Go to Ask.com


enter the fray: our reader discussion forum
Re: It's The Civilians, Stupid
by the_slasher14

Tyrt: I don't think SPC123 (who I would surmise is a non-com from his tag) was being arrogant. I think he was trying to tell me that he thought I was wrong based on his experience. His comments on my knowledge of how things are in the service was phrased a bit harshly, but he was right -- I really don't know much about how things are in the Army in the areas he addressed. I said I felt I had expressed myself badly because he obviously did not completely understand where I was coming from, and it's really my job to convey that, not his to decipher it. Compared to some of the responses I get, this one was quite respectful.

As for generals fighting the last war, read Kaplan's recent piece on how we don't have any troops to send to Afghanistan other than the ones we have in Iraq. The point he made was that for all the incredible amounts of money we spend on the military, WE CAN'T WIN WARS because we don't have enough troops to win them. How can that possibly be? Simple: our military leaders (and our civilian leaders as well) are still fighting the Cold War, focusing on hugely expensive weaponry/ships/planes while leaving us with not enough troops to conquer and hold a fourth-rate power like Iraq. Oh, we can bomb the shit out of anybody, but as the British in 1940 and the Vietnamese in the 1970s showed, bombing alone ain't enough.

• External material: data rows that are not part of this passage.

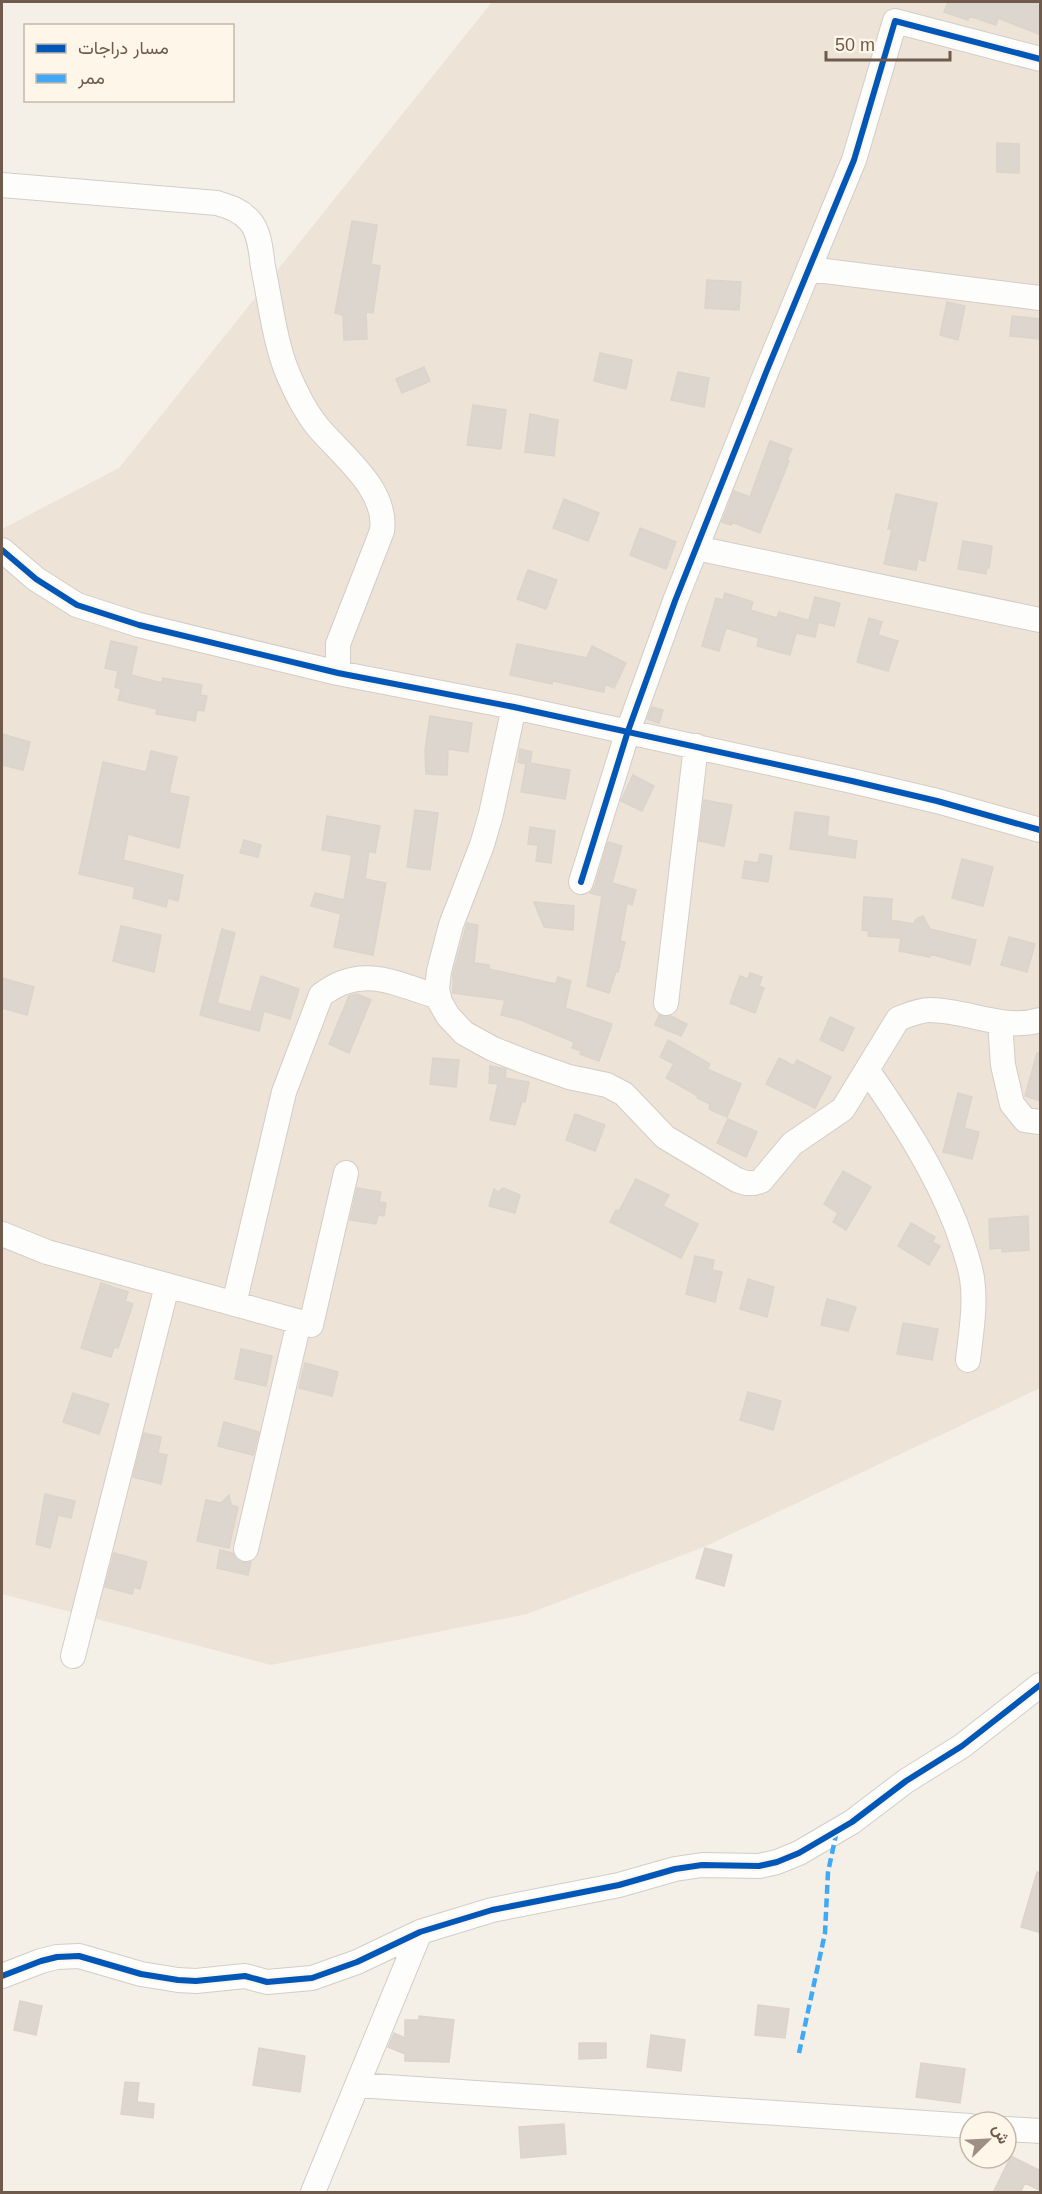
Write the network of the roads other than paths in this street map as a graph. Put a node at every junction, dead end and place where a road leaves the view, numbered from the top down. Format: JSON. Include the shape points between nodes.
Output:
{"nodes":[{"id":1,"x":1041,"y":59,"type":"edge"},
{"id":2,"x":2,"y":185,"type":"edge"},
{"id":3,"x":809,"y":269,"type":"junction"},
{"id":4,"x":1041,"y":298,"type":"edge"},
{"id":5,"x":696,"y":548,"type":"junction"},
{"id":6,"x":2,"y":550,"type":"edge"},
{"id":7,"x":1041,"y":620,"type":"edge"},
{"id":8,"x":338,"y":673,"type":"junction"},
{"id":9,"x":514,"y":707,"type":"junction"},
{"id":10,"x":628,"y":731,"type":"junction"},
{"id":11,"x":696,"y":746,"type":"junction"},
{"id":12,"x":1041,"y":830,"type":"edge"},
{"id":13,"x":581,"y":882,"type":"dead end"},
{"id":14,"x":439,"y":997,"type":"junction"},
{"id":15,"x":666,"y":1003,"type":"dead end"},
{"id":16,"x":1041,"y":1020,"type":"edge"},
{"id":17,"x":1000,"y":1022,"type":"junction"},
{"id":18,"x":868,"y":1071,"type":"junction"},
{"id":19,"x":1041,"y":1122,"type":"edge"},
{"id":20,"x":346,"y":1173,"type":"dead end"},
{"id":21,"x":2,"y":1234,"type":"edge"},
{"id":22,"x":168,"y":1286,"type":"junction"},
{"id":23,"x":234,"y":1304,"type":"junction"},
{"id":24,"x":299,"y":1322,"type":"junction"},
{"id":25,"x":968,"y":1360,"type":"dead end"},
{"id":26,"x":246,"y":1549,"type":"dead end"},
{"id":27,"x":73,"y":1656,"type":"dead end"},
{"id":28,"x":1041,"y":1685,"type":"edge"},
{"id":29,"x":420,"y":1932,"type":"junction"},
{"id":30,"x":5,"y":1978,"type":"edge"},
{"id":31,"x":357,"y":2085,"type":"junction"},
{"id":32,"x":958,"y":2125,"type":"edge"},
{"id":33,"x":1018,"y":2130,"type":"edge"},
{"id":34,"x":1041,"y":2131,"type":"edge"},
{"id":35,"x":313,"y":2193,"type":"edge"}],
"edges":[{"from":1,"to":3,"type":"street","via":[[895,21],[854,160]]},
{"from":2,"to":8,"type":"street","via":[[217,203],[239,210],[251,221],[286,369],[298,397],[316,424],[367,482],[384,520],[338,644]]},
{"from":3,"to":4,"type":"street"},
{"from":3,"to":5,"type":"street"},
{"from":5,"to":7,"type":"street"},
{"from":5,"to":10,"type":"street"},
{"from":6,"to":8,"type":"street","via":[[36,579],[77,605],[186,638]]},
{"from":8,"to":9,"type":"street"},
{"from":9,"to":10,"type":"street"},
{"from":9,"to":14,"type":"street","via":[[491,814],[442,959]]},
{"from":10,"to":11,"type":"street"},
{"from":10,"to":13,"type":"street"},
{"from":11,"to":12,"type":"street","via":[[938,801]]},
{"from":11,"to":15,"type":"street"},
{"from":14,"to":18,"type":"street","via":[[448,1016],[464,1033],[526,1062],[607,1085],[624,1094],[665,1137],[746,1184],[761,1181],[792,1144],[843,1109]]},
{"from":14,"to":23,"type":"street","via":[[362,977],[333,986],[321,995],[284,1092]]},
{"from":16,"to":17,"type":"street","via":[[1025,1025]]},
{"from":17,"to":18,"type":"street","via":[[945,1011],[911,1013],[898,1018]]},
{"from":17,"to":19,"type":"street","via":[[1003,1065],[1012,1104],[1025,1120]]},
{"from":18,"to":25,"type":"street","via":[[907,1127],[942,1191],[965,1249],[973,1303]]},
{"from":20,"to":24,"type":"street","via":[[311,1325]]},
{"from":21,"to":22,"type":"street","via":[[47,1252]]},
{"from":22,"to":23,"type":"street"},
{"from":22,"to":27,"type":"street"},
{"from":23,"to":24,"type":"street"},
{"from":24,"to":26,"type":"street"},
{"from":28,"to":29,"type":"street","via":[[962,1746],[906,1781],[852,1822],[788,1857],[759,1866],[702,1865],[675,1869],[619,1886],[492,1910]]},
{"from":29,"to":30,"type":"street","via":[[357,1962],[312,1978],[290,1981],[267,1982],[245,1976],[196,1981],[160,1978],[79,1956],[41,1961]]},
{"from":29,"to":31,"type":"street"},
{"from":31,"to":32,"type":"street"},
{"from":31,"to":35,"type":"street"},
{"from":33,"to":34,"type":"street"}]}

One of the points I was trying to make in this post was the same general point Kaplan made, which is that the military in the field has shown flexibility in trying to adjust to what are obviously new realities in this war. Iraq was really lost by the civilians, not the military. But in the larger sense, the careerism and the kind of institutional thinking you refer to exists to such a degree in both civilian AND military minds that it was almost inevitable that once we ran into a war in which the enemy didn't fold up quickly, we would lose.